**Material for this task:**
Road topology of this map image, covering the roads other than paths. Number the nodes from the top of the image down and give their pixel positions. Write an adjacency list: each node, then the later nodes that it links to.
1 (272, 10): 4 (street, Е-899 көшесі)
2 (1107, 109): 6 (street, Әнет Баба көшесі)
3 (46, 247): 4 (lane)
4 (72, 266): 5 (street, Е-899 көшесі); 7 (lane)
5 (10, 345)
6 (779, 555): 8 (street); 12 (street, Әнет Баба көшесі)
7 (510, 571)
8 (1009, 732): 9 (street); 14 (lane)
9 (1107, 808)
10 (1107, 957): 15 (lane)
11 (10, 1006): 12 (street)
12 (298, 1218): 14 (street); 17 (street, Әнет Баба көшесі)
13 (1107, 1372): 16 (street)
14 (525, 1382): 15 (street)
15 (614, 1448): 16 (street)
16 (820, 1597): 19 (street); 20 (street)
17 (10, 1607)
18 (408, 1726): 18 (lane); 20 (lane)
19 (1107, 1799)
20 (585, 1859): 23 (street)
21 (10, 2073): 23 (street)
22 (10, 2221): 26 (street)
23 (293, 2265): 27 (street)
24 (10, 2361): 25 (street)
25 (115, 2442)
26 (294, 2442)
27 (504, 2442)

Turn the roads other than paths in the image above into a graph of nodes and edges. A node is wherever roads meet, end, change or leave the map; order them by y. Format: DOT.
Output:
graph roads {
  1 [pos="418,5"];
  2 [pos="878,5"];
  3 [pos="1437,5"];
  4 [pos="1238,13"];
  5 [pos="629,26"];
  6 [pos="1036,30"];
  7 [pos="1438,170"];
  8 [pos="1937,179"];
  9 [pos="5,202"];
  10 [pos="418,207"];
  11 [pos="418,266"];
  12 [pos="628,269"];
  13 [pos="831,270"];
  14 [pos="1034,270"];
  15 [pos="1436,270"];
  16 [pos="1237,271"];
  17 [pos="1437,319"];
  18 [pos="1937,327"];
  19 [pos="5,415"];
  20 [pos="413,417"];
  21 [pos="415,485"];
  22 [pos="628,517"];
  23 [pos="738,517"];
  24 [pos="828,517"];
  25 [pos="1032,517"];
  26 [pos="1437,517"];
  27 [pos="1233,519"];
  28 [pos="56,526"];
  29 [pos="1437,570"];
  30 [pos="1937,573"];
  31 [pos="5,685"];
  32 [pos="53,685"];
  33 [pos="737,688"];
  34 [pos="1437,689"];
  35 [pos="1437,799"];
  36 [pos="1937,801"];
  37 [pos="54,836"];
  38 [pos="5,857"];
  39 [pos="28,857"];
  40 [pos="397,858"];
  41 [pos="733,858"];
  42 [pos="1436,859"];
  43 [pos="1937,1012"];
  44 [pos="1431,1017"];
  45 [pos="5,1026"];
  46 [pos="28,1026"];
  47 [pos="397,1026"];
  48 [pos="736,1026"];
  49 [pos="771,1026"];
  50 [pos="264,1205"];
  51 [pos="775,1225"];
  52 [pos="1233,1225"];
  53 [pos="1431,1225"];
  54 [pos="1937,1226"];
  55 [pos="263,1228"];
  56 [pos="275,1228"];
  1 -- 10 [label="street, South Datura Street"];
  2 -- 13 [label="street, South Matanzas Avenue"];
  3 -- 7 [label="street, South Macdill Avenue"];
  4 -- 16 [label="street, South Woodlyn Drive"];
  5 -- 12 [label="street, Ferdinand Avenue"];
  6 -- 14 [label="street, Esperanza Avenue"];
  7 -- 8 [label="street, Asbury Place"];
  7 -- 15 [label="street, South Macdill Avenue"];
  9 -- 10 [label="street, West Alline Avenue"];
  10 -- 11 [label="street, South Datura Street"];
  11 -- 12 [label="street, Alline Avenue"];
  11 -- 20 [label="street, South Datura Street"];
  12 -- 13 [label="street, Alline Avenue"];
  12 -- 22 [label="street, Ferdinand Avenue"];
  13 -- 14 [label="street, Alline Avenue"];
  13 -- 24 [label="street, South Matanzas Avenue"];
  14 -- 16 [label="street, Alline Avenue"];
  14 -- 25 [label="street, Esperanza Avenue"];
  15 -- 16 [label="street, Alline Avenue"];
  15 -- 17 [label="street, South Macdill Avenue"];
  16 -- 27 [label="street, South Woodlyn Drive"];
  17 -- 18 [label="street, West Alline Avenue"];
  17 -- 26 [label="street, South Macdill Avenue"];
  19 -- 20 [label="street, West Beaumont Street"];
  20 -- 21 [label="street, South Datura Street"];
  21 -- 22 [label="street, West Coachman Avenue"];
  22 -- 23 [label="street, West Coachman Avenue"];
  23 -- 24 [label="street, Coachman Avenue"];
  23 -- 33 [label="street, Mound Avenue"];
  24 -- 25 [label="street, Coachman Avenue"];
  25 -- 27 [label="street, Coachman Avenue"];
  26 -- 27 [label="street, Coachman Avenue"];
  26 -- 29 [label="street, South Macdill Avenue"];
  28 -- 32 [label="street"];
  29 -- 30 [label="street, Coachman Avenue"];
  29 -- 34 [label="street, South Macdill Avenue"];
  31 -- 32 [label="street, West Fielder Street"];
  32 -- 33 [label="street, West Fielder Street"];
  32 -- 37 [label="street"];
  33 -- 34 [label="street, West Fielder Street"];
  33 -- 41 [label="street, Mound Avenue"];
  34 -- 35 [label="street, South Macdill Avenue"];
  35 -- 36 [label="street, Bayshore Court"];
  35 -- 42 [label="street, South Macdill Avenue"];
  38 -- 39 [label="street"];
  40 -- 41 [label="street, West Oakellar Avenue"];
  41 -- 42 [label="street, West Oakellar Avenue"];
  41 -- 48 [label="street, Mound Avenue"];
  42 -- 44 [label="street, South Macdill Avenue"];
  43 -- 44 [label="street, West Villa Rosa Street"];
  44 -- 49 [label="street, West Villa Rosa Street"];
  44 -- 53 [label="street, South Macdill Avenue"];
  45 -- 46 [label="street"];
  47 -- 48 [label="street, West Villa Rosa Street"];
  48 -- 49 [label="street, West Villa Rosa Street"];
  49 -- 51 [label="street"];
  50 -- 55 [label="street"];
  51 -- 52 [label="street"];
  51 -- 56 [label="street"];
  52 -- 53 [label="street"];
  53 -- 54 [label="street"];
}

**Work item:** Your answer must be every line from the listing above that holds the string "Drive".

**Expected output:**
  4 -- 16 [label="street, South Woodlyn Drive"];
  16 -- 27 [label="street, South Woodlyn Drive"];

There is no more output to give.